It might be useful to tease-out the actual historical legacy of suffering, injustice and grievance from the ideology, victimhood and ’empowerment’ of some people pursuing their interests in endless protest. When political ideology foments and amplifies injustice into ‘free speech for me, but not for thee,’ it’s not hard to see there will be problems with the speech of everyone (or at least problem enough with more established Constitutional protections on speech).
In my estimation, the incentives for activist rabble-rousing (addition: less truth and fact, more mob-sustained anger) will only be diminished when when enough Americans decide they can be decent, moral people while quietly rejecting the softly radical activism, anti-establishmentarianism, and yes, moral exploitation of guilt by their political leaders into policies with which they might disagree.

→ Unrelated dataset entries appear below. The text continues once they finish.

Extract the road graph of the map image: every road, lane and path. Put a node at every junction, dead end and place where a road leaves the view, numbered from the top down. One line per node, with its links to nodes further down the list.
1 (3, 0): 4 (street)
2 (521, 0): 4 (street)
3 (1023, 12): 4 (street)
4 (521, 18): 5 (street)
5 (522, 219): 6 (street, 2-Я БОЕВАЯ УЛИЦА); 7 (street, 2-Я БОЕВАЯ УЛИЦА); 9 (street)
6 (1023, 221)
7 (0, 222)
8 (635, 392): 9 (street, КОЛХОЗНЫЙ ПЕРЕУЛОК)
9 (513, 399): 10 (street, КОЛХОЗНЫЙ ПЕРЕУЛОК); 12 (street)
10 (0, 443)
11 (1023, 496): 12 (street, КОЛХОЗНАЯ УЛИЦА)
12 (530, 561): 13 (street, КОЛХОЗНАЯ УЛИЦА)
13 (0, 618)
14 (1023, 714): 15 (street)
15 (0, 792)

From my perspective, many media outlets and academic institutions are hip-deep in tacit approval of such radical and semi-radical ideas (it’s always 1968 somewhere), so there’s a lot of core identity, pride, conviction, political power, and money on the line.

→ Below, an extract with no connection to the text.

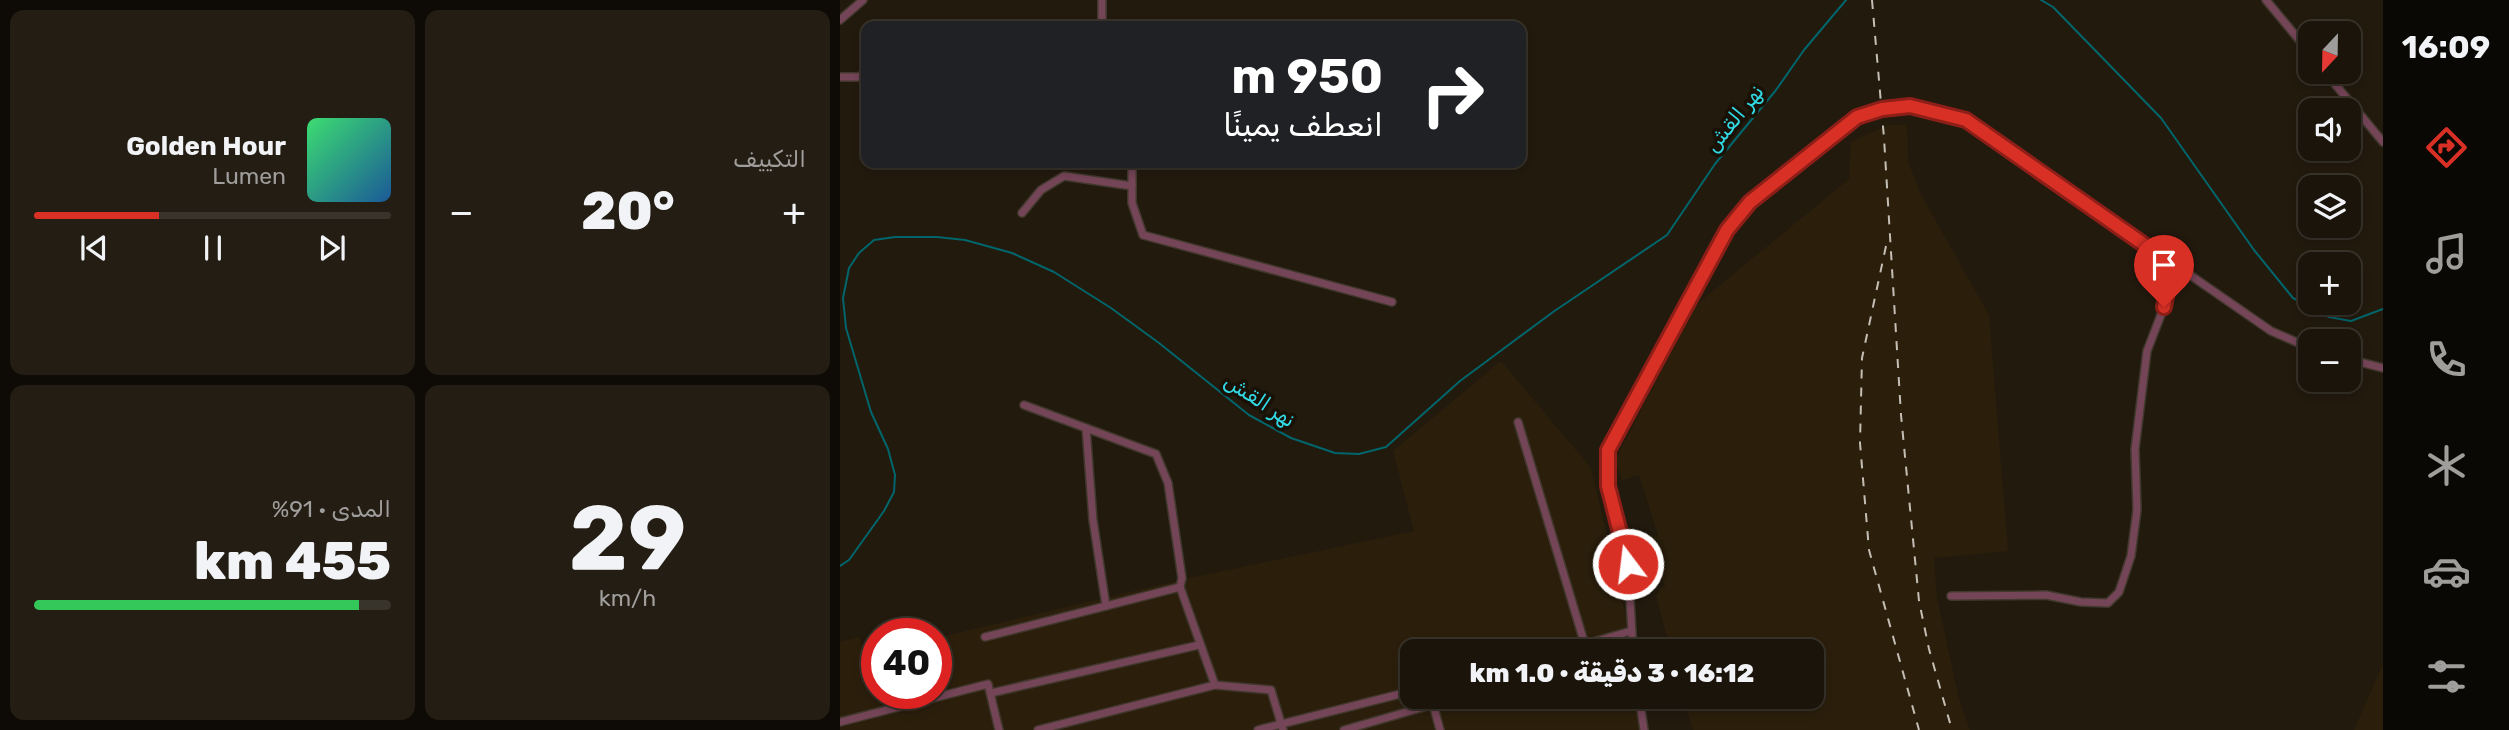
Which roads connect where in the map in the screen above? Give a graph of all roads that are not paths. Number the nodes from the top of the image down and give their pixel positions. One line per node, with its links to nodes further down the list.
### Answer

In fact, with all the technological and economic forces at work on our lives at the moment, I don’t expect our political debates to be reasonably civil anytime soon, aside from these dynamics.
‘In a 2013, the Office for Civil Rights in Education—a federal agency formally charged with protecting students from unlawful harassment, but which appears to have effectively gone rogue under new, far-left leadership over the last five years—declared that universities needed to investigate and possibly punish students for making comments that other students find “unwelcome,” even if those comments were protected by the First Amendment.’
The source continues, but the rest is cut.